2.3. Data Preprocessing

This study integrates multi-source heterogeneous data, combining ground-based meteorological observations, hail disaster records, and ERA5 reanalysis data to enhance data coverage and feature diversity [29]. The fusion approach leverages the complementary spatial and temporal characteristics of these sources, enriching feature sets and improving model precision by uncovering latent patterns and correlations.

To address temporal inconsistencies, we unified the temporal resolution of the ground observations and disaster records with the hourly resolution of the ERA5 dataset. This was achieved through a time label expansion strategy, assigning a value of 1 (hail occurrence) to all 24 hourly intervals of a recorded hail event. Spatial discrepancies were resolved using nearest neighbor interpolation, mapping observation sites and disaster reports to the closest ERA5 grid points (0.25° × 0.25°). The resulting dataset spans Qinghai Province, covering 31°–40°N and 89°–104°E [30].

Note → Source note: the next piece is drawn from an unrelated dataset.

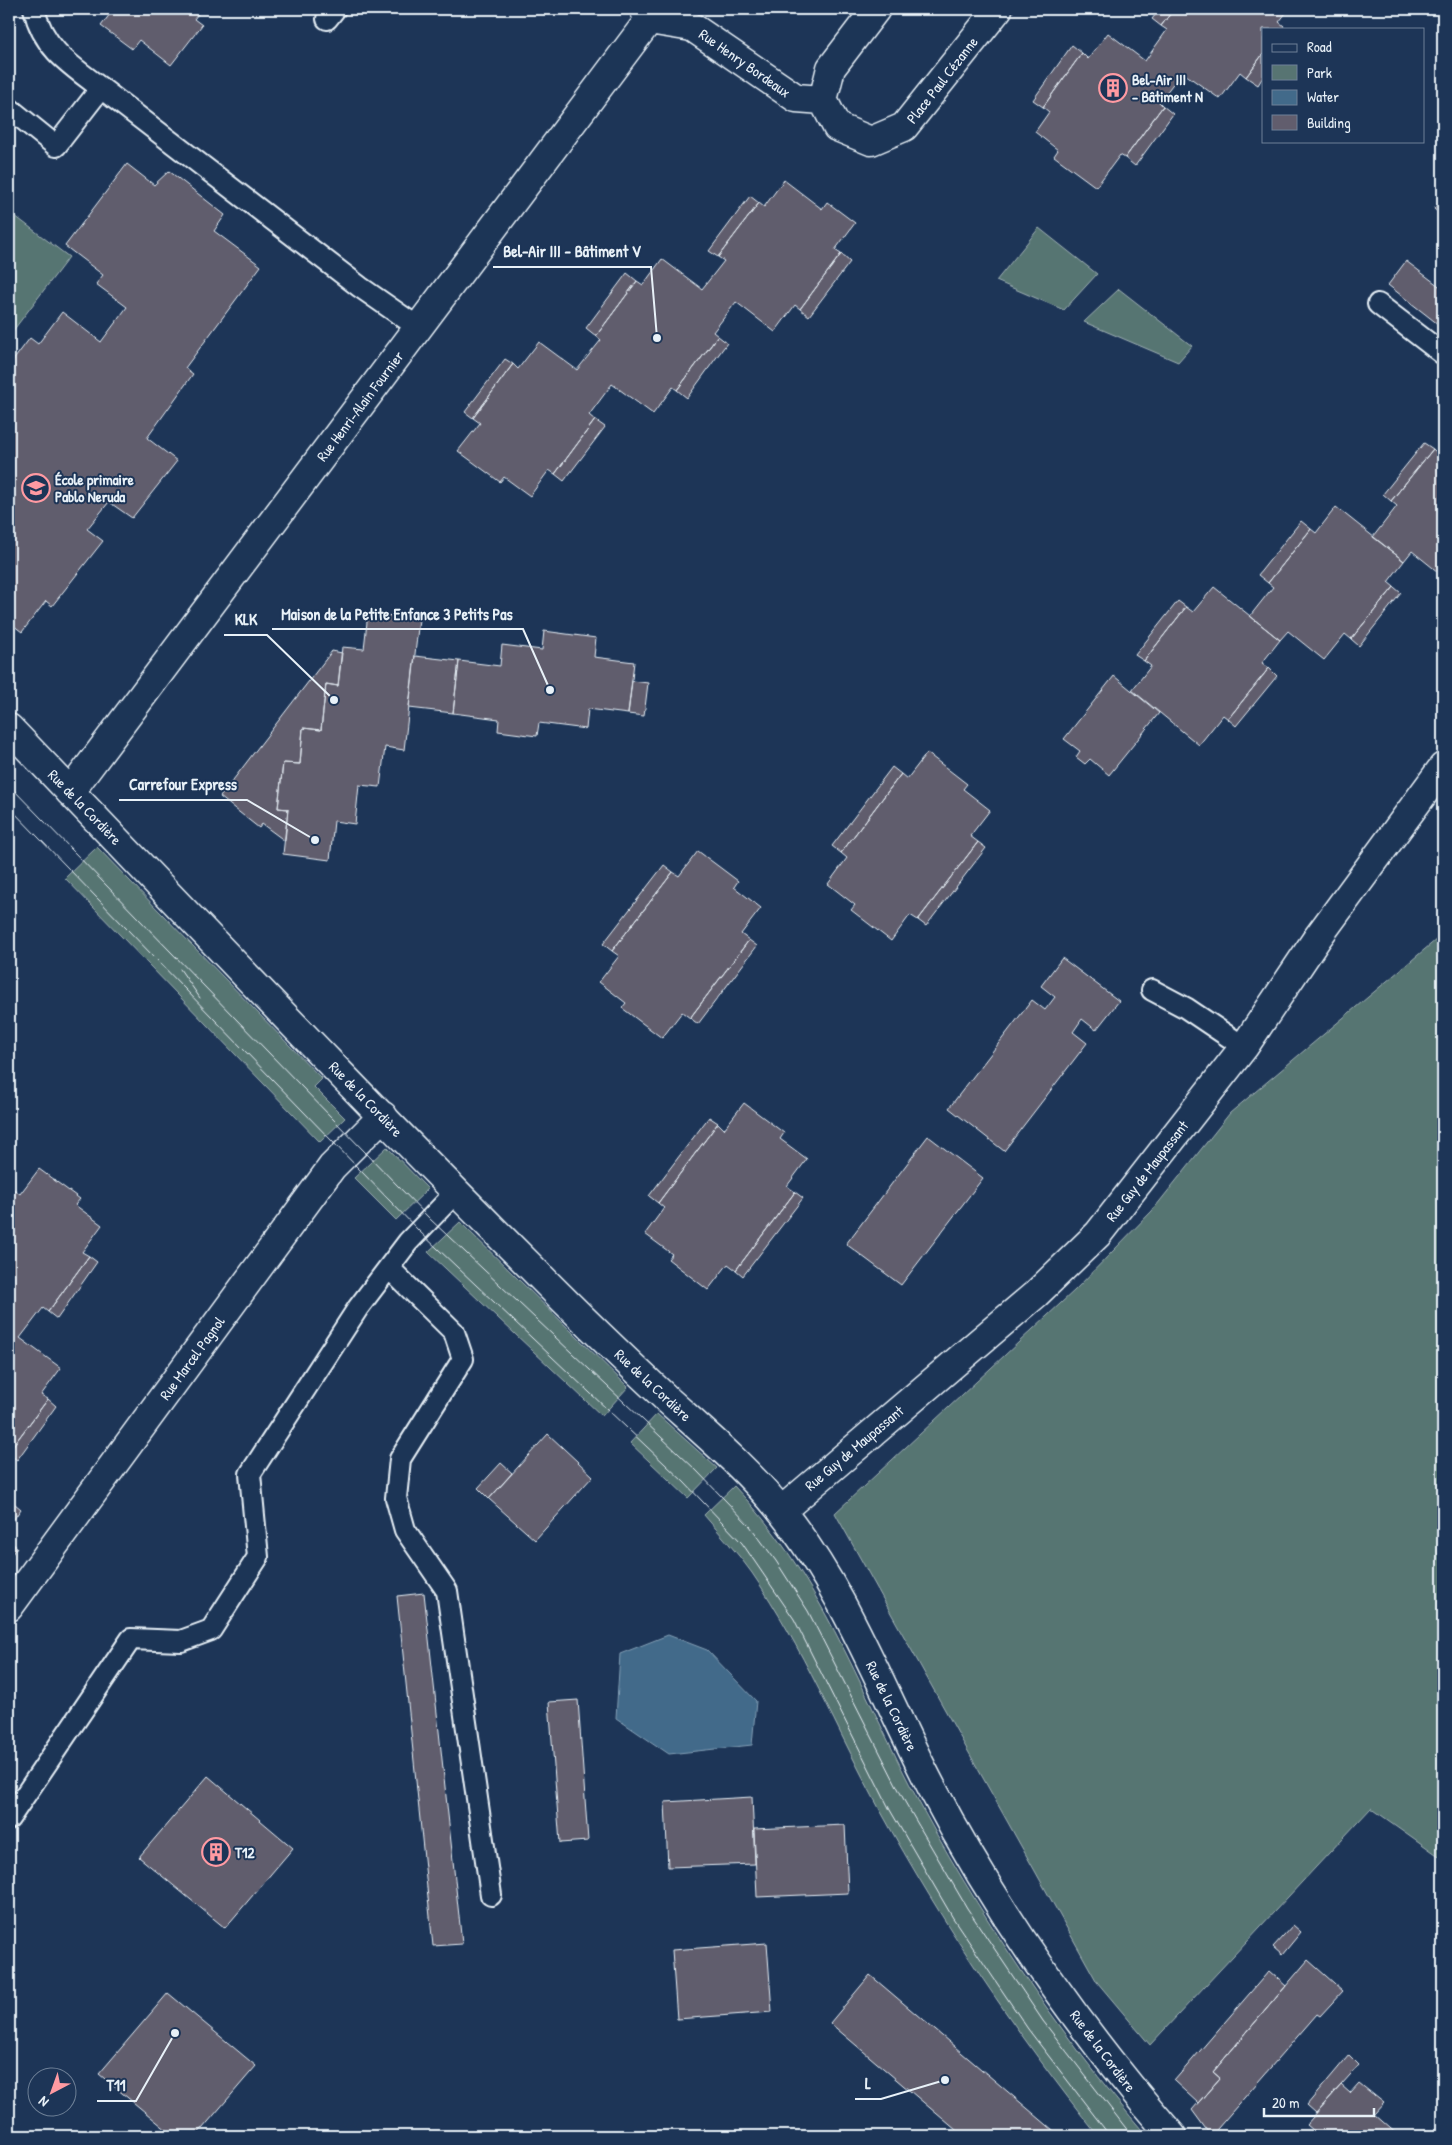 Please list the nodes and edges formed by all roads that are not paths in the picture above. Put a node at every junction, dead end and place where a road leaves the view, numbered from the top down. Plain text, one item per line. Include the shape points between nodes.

Figure 2 illustrates the data preprocessing workflow. We performed spatiotemporal fusion of ERA5 data across multiple pressure levels and surface layers, mapping the fused data to the Qinghai Province region and aligning it with hail observation and disaster record data. This process resulted in a unified initial dataset with a spatial resolution of 0.25° × 0.25° and a temporal resolution of 1 hour, effectively integrating the strengths of ground observations, disaster reports, and atmospheric reanalysis data.

However, due to the rarity of hail events, the initial dataset exhibited a significant class imbalance, with negative samples (non-hail events) overwhelmingly outnumbering positive samples (hail events). This imbalance can lead to models favoring the majority class while overlooking the minority class [31]. To address this issue, we employed an undersampling strategy for the majority class, as it is less prone to introducing data bias compared to oversampling the minority class [32]. By retaining all positive samples (hail events) and randomly selecting a subset of negative samples, we adjusted the positive-to-negative sample ratio to 1:1.35. This approach resulted in a balanced experimental dataset, which was then split into training (2009–2021), validation (2022), and independent testing (2023) sets based on the year. The sample sizes of the three data sets are shown in Table 1.

2.4. DOH Optimization Method

Before constructing the hail prediction model in this study, it is essential to introduce the foundational algorithm framework. The LightGBM model used in this study is an improved version of the Gradient Boosting Decision Tree (GBDT). GBDT is an ensemble learning algorithm that builds a predictive model by iteratively combining multiple decision trees [33,34].

Figure 3 illustrates the workflow of GBDT. Starting with an initial model $h_0\left(x\right)$, the algorithm iterates through multiple steps. In each iteration, the residuals between the predicted and actual hail values are calculated, and a new decision tree is fitted based on these residuals, updating the model accordingly. This process involves iteratively adjusting model parameters. By progressively enhancing the performance of individual weak learners, GBDT combines them into a robust ensemble model, which accurately predicts the spatiotemporal patterns of hail occurrences based on historical meteorological data and hail disaster records, thus improving both prediction accuracy and timeliness [35,36].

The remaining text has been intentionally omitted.